This repository accompanies the paper "Benchmarking Foundation Models and Parameter-Efficient Fine-Tuning for Prognosis Prediction in Medical Imaging" (published in Computer Methods and Programs in Biomedicine, doi: 10.1016/j.cmpb.2025.106...).

We introduce the first large-scale benchmark that systematically evaluates fine-tuning strategies for clinical prognosis prediction from chest X-rays. The benchmark is structured around three central research questions:

1. What are the most effective fine-tuning strategies for adapting CNN and FM architectures to prognosis tasks?
2. Which fine-tuning strategy offers the best efficiency–effectiveness trade-off when applied to FMs?
3. Can PEFT strategies provide robust adaptation in Few-Shot Learning (FSL) scenarios under prognosis data constraints?

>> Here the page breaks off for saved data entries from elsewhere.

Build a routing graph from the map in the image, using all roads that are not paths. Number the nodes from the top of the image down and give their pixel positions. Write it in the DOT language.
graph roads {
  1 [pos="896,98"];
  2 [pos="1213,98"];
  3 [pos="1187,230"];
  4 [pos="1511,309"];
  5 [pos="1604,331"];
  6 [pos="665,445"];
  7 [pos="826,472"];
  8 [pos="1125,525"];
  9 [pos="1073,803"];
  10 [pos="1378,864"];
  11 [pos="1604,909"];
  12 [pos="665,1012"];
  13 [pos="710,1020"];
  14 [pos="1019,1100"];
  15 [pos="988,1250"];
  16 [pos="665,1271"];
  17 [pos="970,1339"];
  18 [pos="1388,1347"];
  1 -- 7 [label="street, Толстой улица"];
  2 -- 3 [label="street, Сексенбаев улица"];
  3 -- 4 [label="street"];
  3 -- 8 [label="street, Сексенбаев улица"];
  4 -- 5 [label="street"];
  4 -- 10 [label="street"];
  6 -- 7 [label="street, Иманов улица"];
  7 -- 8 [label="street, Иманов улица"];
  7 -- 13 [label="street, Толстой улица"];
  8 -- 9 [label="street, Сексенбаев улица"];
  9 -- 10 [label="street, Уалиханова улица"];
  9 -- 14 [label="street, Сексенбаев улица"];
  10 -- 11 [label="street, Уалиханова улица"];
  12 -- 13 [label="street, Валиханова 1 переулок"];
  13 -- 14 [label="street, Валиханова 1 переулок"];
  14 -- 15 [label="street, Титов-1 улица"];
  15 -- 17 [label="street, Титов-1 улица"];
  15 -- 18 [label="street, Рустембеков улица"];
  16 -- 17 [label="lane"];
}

We compare 3 CNN architectures and 8 Foundation Models across 6 fine-tuning strategies (FFT, LP, LoRA, VeRA, BitFit, IA³) on 6 prognostic tasks derived from 4 publicly available COVID-19 CXR datasets, in both full-data and few-shot regimes. The total benchmark required approximately 3,200 GPU-hours on 10 NVIDIA Tesla A40 GPUs.

Key findings: CNNs with FFT remain the most reliable option for severely imbalanced or extremely small datasets. FMs combined with PEFT (especially LoRA and BitFit) are competitive on larger datasets and scale more efficiently. In few-shot settings, LP offers the most stable generalization. No single strategy is universally optimal — the choice depends on dataset size, class balance, and model scale.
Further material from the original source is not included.